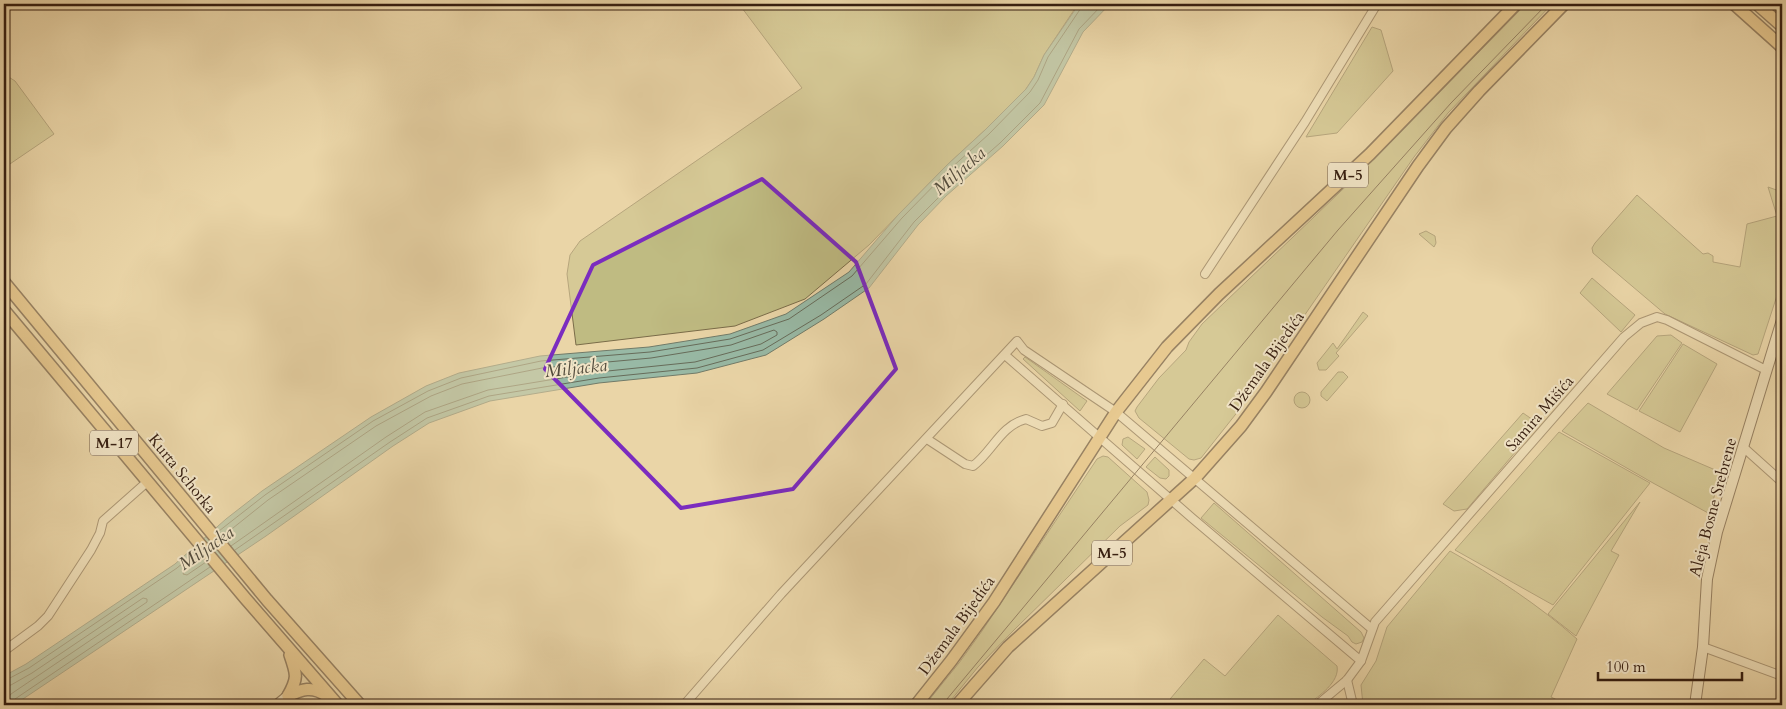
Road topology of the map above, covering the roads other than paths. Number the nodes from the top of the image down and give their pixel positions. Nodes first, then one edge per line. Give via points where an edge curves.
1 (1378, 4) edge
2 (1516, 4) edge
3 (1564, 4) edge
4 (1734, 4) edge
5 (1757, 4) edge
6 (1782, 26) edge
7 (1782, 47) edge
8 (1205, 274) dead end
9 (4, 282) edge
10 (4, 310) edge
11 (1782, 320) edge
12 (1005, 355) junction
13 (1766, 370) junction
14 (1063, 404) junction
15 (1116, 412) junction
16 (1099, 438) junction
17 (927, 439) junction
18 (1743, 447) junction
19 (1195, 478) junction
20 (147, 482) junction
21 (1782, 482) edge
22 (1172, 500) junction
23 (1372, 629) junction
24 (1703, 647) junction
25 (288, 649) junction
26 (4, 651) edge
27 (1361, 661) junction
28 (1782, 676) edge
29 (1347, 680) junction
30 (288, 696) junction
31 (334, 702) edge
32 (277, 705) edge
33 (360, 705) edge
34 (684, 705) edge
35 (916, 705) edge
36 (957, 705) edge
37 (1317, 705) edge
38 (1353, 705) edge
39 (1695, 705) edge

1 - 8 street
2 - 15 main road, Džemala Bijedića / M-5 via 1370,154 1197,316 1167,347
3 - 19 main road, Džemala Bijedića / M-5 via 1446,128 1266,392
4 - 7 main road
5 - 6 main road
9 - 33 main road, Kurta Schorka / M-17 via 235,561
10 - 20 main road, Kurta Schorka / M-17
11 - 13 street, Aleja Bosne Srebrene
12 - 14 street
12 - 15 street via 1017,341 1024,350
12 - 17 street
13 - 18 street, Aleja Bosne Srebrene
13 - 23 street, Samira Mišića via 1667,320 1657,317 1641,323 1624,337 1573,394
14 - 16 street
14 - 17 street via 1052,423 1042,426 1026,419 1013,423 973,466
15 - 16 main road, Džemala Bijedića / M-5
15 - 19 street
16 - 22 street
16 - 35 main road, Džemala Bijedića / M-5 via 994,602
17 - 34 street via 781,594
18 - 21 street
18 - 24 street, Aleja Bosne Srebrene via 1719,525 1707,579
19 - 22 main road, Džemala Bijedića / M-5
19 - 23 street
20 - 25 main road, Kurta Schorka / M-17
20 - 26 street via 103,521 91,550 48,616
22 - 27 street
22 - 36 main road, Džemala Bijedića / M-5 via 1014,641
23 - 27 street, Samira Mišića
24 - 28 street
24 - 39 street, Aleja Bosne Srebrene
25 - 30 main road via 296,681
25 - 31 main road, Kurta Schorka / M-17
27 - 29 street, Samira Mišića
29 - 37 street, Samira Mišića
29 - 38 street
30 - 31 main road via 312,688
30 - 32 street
◇ ◇ ◇
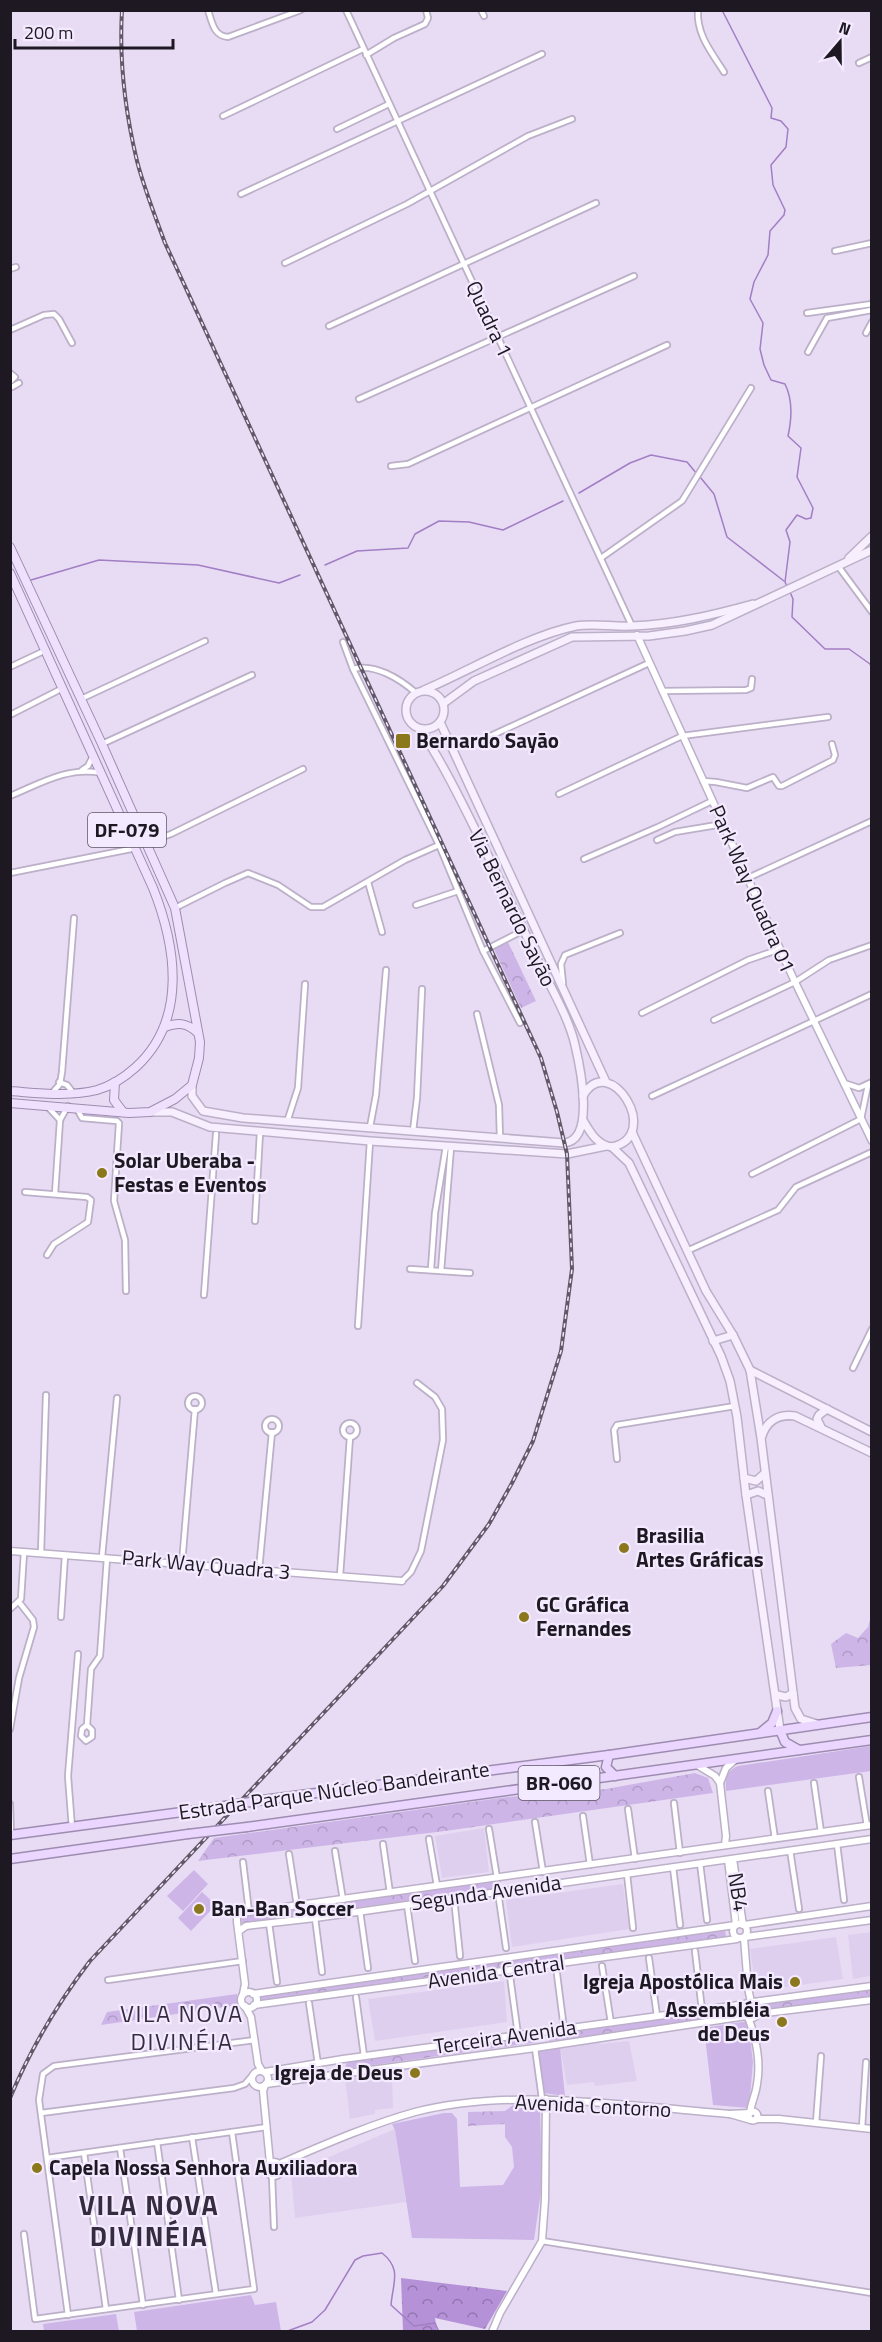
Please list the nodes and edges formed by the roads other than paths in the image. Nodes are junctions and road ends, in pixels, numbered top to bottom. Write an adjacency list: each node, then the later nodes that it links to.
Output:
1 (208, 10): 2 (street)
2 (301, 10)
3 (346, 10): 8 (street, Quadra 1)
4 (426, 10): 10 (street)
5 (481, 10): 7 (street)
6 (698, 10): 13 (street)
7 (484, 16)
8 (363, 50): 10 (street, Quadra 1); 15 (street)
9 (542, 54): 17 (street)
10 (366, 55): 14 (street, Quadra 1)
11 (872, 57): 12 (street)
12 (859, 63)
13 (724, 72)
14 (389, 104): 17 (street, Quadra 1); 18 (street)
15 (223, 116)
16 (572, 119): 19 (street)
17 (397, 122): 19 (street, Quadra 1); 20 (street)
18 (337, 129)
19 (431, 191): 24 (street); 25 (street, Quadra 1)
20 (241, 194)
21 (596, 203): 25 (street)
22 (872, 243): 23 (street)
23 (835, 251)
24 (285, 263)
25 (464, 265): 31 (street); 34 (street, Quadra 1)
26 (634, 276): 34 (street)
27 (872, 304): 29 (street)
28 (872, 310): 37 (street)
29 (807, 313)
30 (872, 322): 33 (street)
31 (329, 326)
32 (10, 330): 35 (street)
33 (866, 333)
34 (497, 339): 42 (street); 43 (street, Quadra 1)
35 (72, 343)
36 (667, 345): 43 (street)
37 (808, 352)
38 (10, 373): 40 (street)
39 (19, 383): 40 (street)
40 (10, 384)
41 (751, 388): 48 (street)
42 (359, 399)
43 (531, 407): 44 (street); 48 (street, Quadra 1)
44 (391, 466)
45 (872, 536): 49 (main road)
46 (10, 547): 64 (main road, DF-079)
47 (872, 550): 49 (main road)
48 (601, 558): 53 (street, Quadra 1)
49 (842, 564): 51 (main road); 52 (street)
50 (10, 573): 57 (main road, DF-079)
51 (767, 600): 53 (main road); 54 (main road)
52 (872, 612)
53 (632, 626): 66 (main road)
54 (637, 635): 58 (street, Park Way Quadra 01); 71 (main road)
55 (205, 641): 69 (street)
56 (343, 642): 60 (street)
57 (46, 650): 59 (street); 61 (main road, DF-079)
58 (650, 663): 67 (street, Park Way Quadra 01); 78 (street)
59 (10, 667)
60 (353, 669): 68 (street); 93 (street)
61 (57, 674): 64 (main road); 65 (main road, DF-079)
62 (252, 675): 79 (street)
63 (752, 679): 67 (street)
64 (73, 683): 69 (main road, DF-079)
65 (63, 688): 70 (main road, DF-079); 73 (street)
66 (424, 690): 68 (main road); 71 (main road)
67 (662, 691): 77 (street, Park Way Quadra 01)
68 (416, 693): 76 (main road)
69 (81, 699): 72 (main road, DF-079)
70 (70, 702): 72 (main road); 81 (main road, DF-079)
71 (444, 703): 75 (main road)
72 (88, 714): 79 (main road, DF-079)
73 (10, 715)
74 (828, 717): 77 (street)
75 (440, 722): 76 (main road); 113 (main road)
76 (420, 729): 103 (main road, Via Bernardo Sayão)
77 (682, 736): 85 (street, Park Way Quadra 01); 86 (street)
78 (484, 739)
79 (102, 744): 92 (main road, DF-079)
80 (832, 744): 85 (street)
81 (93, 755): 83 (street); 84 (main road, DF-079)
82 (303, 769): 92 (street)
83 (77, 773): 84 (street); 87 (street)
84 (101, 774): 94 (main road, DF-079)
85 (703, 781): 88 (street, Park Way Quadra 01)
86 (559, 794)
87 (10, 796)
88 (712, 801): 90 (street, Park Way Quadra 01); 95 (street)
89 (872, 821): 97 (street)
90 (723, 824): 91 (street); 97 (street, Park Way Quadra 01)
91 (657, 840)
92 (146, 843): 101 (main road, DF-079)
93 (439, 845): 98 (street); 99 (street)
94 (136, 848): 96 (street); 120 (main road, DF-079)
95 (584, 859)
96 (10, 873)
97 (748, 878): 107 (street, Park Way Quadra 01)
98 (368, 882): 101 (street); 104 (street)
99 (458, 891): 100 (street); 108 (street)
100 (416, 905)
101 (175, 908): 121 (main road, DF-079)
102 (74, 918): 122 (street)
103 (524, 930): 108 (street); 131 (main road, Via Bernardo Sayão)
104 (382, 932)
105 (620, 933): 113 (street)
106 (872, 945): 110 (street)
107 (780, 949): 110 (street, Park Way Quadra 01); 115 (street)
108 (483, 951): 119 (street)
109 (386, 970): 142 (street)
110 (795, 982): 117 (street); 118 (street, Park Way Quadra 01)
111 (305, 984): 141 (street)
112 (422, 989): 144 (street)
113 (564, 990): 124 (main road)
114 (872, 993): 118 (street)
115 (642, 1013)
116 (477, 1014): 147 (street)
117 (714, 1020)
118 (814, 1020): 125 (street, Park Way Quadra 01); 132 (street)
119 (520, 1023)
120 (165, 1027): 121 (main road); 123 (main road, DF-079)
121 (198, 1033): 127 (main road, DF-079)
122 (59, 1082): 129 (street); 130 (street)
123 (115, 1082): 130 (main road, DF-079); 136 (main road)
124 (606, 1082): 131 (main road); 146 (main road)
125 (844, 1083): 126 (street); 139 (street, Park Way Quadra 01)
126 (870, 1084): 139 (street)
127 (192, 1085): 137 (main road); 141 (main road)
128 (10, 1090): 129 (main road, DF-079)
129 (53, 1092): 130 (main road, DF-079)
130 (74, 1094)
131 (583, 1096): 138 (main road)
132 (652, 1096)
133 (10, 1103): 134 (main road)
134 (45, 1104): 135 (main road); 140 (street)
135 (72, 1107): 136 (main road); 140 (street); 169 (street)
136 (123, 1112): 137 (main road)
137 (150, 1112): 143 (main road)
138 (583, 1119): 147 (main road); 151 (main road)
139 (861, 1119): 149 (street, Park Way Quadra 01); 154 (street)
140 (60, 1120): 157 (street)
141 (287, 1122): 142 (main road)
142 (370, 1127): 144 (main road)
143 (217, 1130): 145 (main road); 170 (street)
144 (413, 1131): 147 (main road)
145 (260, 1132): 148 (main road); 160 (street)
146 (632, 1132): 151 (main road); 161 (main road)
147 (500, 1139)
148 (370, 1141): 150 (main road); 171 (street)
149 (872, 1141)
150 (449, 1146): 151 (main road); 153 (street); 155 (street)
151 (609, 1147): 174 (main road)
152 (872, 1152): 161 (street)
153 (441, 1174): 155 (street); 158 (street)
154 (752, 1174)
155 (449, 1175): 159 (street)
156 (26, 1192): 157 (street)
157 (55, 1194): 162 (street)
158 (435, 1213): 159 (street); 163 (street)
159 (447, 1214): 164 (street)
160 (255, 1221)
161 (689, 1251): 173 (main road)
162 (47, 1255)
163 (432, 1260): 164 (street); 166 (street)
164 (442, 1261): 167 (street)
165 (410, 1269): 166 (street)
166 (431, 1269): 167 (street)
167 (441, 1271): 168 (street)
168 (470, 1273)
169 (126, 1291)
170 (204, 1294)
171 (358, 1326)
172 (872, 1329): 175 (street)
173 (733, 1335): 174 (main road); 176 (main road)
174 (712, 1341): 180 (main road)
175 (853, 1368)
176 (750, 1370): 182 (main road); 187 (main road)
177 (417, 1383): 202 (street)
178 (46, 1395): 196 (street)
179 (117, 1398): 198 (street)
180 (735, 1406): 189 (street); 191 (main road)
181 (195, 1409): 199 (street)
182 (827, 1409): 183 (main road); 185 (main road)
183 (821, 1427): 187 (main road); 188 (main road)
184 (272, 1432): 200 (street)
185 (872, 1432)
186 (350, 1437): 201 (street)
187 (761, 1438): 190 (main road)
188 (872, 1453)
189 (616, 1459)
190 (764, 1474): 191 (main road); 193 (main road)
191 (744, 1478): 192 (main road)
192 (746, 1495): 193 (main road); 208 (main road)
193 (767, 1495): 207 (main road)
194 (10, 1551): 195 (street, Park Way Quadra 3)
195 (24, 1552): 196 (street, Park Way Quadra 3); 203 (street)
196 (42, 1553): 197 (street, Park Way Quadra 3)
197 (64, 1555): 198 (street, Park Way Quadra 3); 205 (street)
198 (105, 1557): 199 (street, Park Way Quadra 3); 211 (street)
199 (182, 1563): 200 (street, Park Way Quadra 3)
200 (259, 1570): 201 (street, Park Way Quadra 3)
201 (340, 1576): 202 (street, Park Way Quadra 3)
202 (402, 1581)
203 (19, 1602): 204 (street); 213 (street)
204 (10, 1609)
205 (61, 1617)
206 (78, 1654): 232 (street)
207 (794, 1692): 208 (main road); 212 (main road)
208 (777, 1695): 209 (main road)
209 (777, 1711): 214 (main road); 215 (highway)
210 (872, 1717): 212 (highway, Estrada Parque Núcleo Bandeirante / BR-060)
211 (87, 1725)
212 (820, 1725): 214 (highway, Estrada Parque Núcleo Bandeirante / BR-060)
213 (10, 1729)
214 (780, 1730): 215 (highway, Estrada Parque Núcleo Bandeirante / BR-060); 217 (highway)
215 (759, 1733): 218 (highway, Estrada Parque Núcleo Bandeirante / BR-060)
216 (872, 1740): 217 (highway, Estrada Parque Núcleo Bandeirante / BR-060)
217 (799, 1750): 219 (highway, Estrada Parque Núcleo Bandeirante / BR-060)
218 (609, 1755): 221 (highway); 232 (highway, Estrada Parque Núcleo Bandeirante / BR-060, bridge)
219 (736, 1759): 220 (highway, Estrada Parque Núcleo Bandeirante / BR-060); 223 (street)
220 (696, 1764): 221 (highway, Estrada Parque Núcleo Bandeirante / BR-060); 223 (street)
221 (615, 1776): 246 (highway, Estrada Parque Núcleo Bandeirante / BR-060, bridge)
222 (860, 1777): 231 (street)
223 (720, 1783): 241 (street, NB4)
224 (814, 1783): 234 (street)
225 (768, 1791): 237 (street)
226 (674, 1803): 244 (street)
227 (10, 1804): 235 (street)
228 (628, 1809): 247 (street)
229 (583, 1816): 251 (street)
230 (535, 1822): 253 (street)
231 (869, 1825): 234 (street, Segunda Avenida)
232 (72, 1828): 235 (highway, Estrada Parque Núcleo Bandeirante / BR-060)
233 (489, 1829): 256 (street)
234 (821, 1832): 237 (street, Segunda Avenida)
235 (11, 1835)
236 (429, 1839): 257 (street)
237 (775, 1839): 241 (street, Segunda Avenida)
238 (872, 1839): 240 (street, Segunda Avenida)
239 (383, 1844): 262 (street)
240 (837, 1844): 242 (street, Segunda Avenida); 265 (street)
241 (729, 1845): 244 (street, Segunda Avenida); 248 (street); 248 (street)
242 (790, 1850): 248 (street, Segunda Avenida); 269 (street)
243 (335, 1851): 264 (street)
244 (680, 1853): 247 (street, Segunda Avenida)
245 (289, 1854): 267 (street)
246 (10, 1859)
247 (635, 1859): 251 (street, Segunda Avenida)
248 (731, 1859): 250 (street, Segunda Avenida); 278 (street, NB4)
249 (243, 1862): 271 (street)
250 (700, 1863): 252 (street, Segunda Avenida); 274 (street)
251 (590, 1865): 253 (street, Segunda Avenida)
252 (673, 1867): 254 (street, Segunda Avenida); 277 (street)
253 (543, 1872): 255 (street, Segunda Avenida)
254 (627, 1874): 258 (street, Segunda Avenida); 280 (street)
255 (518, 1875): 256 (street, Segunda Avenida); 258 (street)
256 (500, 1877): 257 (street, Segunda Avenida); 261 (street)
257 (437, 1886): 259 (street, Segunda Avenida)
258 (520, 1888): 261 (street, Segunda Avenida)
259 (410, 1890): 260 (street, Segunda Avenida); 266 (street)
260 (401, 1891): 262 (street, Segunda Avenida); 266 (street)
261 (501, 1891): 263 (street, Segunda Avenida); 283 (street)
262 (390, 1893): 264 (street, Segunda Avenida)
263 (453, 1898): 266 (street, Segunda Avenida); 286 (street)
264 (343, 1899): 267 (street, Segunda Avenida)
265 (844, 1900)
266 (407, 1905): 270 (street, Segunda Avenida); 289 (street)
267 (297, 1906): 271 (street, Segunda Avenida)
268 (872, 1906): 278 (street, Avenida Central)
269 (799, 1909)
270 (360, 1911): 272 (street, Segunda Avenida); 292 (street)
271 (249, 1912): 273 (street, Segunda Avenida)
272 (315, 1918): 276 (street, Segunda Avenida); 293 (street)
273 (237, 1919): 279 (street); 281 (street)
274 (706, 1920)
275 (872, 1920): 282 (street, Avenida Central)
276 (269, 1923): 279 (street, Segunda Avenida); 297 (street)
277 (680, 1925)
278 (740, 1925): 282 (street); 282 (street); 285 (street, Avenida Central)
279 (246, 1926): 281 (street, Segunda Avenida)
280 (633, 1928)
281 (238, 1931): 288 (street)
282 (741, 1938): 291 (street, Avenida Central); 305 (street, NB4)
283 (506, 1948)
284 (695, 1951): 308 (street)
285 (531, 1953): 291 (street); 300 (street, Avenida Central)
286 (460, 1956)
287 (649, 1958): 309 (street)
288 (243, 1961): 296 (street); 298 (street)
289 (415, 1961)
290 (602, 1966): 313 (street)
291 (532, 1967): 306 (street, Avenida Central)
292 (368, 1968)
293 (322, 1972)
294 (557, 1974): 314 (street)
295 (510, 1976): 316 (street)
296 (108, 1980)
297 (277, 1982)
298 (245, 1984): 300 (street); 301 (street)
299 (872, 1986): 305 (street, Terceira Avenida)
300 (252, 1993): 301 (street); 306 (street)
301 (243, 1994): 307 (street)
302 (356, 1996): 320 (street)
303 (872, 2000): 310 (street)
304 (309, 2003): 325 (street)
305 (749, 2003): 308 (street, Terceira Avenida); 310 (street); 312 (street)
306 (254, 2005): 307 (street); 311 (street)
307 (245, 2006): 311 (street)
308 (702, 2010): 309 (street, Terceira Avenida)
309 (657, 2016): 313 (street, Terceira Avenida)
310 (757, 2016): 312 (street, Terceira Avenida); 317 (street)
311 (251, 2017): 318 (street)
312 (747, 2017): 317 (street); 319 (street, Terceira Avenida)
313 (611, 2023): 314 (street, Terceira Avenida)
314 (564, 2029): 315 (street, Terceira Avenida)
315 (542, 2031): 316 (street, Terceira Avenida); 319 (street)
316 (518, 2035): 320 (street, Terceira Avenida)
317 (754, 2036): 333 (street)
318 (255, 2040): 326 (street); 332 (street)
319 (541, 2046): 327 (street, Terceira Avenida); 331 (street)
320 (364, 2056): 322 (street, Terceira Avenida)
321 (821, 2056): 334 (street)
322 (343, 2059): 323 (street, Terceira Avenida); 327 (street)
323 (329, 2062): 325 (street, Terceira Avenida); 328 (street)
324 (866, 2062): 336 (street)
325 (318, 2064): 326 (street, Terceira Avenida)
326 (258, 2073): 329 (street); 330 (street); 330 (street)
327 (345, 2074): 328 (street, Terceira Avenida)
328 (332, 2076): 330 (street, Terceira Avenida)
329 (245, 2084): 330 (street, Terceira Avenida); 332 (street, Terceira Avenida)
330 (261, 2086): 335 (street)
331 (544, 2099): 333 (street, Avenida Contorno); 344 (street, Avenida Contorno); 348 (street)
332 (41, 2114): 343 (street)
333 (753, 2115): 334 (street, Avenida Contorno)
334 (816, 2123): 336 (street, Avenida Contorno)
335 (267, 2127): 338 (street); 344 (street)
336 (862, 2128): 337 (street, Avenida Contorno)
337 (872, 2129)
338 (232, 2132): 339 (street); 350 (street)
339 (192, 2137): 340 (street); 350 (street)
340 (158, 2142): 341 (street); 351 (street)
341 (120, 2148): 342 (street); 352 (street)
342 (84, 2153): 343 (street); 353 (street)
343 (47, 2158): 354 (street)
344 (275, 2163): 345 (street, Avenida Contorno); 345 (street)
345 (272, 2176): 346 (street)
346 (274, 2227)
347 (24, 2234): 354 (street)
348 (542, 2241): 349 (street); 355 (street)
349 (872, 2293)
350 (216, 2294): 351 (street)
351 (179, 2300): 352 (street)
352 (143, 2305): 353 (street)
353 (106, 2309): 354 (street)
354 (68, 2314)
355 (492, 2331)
◇ ◇ ◇
→ Exercise: Across the data, find each line that has "Bosne" in it and copy that line.

→ Answer to this problem:
11 - 13 street, Aleja Bosne Srebrene
13 - 18 street, Aleja Bosne Srebrene
18 - 24 street, Aleja Bosne Srebrene via 1719,525 1707,579
24 - 39 street, Aleja Bosne Srebrene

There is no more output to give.